Tune In, Turn On, Drop Out (or sometimes, Turn On, Tune In, Drop Out.)

This mantra of Timothy Leary’s was splashed across the psychedelic sixties.  It was taken up as an anti-establishment slogan, suggesting that one drop out of the establishment, go back to nature, live the outlaw life, and so on.

Recovering the finer nuances of Timothy Leary’s many pronouncements about psychedelics can be a challenge.  For my own part, I look back on him with a certain fondness in the way one might recall your mad scientist uncle.  He was certainly a force in the drive to “go deeper” with psychedelics — both intellectually and materially as part of the early large-scale distribution of LSD.

Leary was a psychologist who developed innovative, for their time, personality models before his introduction to psychedelics.  His psychedelic experience brought him to see American society’s behaviors, values, and consciousness, emerging from the Eisenhower fifties, as one riddled with games, acted out by empty personas.  Any identity with a label — businessman, doctor, housewife, seductress — was seen by him as a game to be “dropped out” of.

The so-called “ego dissolution” experience of LSD was the turn-on, and along with Richard Alpert (aka Ram Dass) and Ralph Metzer, they took a cue from Aldous Huxley and re-cast the Tibetan Book of the Dead (or Bardo Thodol) as a psychedelic guide. (The Psychedelic Experience.)  A quick gloss of the Book of the Dead might describe it as a guide – to be read to the deceased – through the bardo (afterlife) existence – with the aim first of “closing the door of the womb,” avoiding thereby a return to earthly incarnation.
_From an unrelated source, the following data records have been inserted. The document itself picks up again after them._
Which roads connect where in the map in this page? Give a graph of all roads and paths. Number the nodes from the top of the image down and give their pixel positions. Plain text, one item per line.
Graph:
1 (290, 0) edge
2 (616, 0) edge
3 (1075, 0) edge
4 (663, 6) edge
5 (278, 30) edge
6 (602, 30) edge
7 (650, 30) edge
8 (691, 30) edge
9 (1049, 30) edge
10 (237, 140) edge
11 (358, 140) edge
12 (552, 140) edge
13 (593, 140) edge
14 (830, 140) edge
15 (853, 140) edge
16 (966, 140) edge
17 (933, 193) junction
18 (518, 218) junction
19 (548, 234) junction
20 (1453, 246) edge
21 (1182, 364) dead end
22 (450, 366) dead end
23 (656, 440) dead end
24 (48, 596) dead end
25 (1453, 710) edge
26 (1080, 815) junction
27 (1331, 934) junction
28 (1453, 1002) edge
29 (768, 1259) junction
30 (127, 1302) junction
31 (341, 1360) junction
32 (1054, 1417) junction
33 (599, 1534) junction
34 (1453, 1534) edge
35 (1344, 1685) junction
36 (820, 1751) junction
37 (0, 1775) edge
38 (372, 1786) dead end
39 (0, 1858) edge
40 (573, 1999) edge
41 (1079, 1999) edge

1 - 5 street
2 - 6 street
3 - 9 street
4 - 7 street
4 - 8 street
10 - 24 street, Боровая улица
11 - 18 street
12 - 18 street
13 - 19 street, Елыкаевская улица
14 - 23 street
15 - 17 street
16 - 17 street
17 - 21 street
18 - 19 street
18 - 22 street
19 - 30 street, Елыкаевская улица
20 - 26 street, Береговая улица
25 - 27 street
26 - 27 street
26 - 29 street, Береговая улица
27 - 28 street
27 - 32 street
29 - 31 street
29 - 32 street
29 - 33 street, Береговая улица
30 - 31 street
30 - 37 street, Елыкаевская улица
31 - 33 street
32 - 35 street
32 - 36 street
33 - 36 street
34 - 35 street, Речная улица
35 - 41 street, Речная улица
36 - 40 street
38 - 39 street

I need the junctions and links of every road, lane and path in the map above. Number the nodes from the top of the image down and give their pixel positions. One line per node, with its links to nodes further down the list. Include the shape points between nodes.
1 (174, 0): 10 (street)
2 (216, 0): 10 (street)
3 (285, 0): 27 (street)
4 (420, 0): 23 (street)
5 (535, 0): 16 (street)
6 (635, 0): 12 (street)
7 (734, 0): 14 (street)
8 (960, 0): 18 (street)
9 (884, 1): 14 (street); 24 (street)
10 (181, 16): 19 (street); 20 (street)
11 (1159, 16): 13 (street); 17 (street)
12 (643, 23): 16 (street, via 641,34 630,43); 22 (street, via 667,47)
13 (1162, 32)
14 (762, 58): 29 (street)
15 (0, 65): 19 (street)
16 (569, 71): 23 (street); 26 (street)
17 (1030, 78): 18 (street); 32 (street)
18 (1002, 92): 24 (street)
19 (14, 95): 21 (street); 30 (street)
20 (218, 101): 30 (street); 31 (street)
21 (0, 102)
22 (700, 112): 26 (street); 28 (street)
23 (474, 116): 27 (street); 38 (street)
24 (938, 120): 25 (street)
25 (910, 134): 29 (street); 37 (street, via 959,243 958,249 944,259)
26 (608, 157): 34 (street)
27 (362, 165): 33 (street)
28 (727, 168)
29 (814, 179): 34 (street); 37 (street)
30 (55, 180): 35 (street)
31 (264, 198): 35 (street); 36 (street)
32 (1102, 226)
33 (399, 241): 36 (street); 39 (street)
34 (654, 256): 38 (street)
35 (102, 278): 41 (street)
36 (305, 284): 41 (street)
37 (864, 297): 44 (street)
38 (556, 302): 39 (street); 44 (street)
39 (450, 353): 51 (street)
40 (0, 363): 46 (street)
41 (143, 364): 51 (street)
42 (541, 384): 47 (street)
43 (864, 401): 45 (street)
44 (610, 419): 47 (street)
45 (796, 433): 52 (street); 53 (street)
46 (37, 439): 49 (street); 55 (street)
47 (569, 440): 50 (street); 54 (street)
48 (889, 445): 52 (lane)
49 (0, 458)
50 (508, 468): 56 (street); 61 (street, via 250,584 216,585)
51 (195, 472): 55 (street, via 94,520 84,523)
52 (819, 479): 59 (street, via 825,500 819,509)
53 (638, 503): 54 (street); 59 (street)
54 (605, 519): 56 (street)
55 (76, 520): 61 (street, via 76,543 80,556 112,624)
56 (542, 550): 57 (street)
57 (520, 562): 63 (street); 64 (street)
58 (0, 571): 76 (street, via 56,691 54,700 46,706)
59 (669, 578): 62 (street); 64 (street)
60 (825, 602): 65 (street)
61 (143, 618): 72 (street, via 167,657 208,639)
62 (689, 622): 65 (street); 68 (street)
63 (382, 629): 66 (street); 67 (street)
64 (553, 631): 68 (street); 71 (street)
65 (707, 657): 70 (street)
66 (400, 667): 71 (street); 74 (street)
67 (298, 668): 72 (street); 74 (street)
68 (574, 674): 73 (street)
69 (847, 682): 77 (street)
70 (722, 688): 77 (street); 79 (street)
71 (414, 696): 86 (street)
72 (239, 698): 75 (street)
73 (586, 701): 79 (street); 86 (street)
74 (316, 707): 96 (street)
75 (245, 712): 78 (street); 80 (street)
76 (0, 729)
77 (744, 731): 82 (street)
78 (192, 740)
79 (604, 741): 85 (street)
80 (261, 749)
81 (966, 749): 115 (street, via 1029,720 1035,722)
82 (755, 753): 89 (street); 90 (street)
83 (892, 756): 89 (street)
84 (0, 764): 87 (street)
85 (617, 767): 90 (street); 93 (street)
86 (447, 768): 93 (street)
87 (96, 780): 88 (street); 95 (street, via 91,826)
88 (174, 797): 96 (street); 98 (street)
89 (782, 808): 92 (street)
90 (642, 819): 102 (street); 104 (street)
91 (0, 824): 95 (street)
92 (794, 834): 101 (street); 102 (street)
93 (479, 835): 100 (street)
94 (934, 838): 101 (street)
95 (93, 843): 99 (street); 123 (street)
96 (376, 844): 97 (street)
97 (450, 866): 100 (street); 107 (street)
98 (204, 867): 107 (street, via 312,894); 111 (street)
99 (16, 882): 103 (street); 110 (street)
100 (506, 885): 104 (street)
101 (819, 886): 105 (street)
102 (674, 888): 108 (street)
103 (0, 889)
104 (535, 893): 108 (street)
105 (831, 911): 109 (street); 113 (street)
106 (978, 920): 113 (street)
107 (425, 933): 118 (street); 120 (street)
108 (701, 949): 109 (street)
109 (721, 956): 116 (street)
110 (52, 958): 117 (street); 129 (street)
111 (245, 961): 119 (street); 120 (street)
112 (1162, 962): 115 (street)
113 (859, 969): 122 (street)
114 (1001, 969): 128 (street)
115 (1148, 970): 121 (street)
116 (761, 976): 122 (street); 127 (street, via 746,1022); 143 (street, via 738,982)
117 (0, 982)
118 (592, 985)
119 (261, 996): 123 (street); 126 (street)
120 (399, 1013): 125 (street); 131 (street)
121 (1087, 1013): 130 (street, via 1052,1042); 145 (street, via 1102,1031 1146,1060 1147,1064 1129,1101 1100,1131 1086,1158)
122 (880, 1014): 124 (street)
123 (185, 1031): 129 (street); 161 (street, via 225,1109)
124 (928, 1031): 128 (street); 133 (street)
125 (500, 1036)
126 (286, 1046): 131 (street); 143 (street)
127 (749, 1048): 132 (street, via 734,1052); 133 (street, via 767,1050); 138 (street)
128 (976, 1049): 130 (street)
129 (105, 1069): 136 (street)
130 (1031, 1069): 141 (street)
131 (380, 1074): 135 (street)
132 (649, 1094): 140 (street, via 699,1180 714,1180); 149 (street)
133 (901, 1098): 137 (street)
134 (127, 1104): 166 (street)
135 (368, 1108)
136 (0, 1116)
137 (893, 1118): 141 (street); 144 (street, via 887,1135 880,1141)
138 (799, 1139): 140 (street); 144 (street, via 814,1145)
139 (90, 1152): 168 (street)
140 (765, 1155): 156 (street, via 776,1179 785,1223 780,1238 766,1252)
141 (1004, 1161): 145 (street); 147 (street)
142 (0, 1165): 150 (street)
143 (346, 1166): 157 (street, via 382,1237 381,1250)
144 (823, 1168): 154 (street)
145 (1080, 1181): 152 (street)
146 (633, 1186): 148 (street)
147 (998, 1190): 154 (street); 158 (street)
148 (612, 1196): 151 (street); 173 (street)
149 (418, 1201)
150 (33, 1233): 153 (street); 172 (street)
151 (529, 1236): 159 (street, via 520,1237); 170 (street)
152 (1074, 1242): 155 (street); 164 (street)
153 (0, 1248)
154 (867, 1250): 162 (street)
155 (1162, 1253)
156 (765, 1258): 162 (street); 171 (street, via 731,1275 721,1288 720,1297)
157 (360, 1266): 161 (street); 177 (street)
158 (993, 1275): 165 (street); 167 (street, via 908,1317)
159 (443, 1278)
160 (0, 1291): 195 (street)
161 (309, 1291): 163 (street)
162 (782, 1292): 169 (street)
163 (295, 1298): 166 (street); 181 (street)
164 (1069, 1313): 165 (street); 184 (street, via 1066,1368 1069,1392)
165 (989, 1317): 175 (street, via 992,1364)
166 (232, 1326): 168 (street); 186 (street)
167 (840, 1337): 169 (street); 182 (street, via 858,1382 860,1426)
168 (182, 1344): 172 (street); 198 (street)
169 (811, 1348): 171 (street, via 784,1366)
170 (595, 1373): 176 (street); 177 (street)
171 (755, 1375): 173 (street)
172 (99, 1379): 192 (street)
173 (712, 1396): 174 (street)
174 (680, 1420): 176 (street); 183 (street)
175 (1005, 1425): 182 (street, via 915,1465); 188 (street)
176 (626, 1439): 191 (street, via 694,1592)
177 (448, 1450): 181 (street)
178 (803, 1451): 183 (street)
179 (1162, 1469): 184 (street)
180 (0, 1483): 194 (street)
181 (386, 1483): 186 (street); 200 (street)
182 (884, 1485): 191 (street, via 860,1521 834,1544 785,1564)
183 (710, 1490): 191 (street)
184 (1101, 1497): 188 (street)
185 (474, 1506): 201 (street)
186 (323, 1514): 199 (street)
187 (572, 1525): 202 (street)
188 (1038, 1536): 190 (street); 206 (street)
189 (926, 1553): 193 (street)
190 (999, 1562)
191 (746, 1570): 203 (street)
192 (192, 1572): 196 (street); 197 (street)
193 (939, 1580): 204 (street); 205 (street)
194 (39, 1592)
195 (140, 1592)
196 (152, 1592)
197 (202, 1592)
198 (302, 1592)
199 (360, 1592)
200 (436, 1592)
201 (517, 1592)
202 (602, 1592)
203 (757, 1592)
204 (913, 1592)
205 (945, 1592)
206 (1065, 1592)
Failing that, encouraging a return to human existence with a more transcendentally aware “new” incarnation.

The mapping of this to the psychedelic experience, which can have a transcendental peak followed by a return (and, hopefully, reintegration) has a certain logic.

Taking this story into the realm of an image of the cycle of birth and death that one finds in the teachings of Rudolf Steiner, I attempt the following refinement.

My observation is that psychedelics provoke a loosening of what Steiner would call the etheric body, similar to what he describes as occurring at death, when the connection between the “body of formative forces” or etheric body (or, in another context, time-body) becomes final, and the etheric dissolves into the universal etheric, and the physical body, no longer held together by the etheric, dissolves into earthly substances, while the soul migrates on through the spiritual world to its eventual next life.

This loosening of the etheric and corresponding enhancement of consciousness brings before the soul — perhaps experienced imaginatively in various ways — the overshadowing of the life-tableau, the vision of the life existing “all at once,” or, as the saying goes, “one’s life passes before one’s eyes” during a near-death shock.

In Steiner’s teaching, this life-tableau occupies the consciousness of the dead for the first few days after death before fading away.  However, this same tableau is also experienced before incarnation, as a weaving together by the universal beings and forces (including those of the incarnating individual) to form the ideal pattern of the coming life.  The after-death image is the same form and pattern, only colored or decorated with the actual lived experiences that were foreshadowed in the ideal form.

What does this all suggest relative to Leary’s thesis?  Psychedelics, in favorable circumstances, can provide a glimpse of, or contact with,  the more ideal form of one’s life in eternity — it is this which gives ultimate meaning to one’s life, the cosmically-sounded word that called one into earth life.

The accidents of life, some favorable, some traumatic and unfavorable, arise when this ideal form of the self’s incarnation meets the inevitably limited and conditioned circumstances of the incarnation form — the physical body — the soul comes to inhabit.  And although these circumstances unfold with the pattern of possibility originally announced by the etheric form, the accidents of life may burden the incarnated soul with unhealthy, negative, karmically unfavorable circumstances within which to act out the cosmic script of one’s life.

From the viewpoint of the now that is in eternity, all things are possible from moment to moment, and there exists a choice in precisely how to act out the script of life.  Reconnection with the meaning that lies behind the accidents of existence, in the expanded soul-space that psychedelics can catalyze, can allow the individual to accept and contextualize the unfolding steps of the biographical past and re-imagine them in a new light, reinterpreting the etheric life-pattern in a new musical key.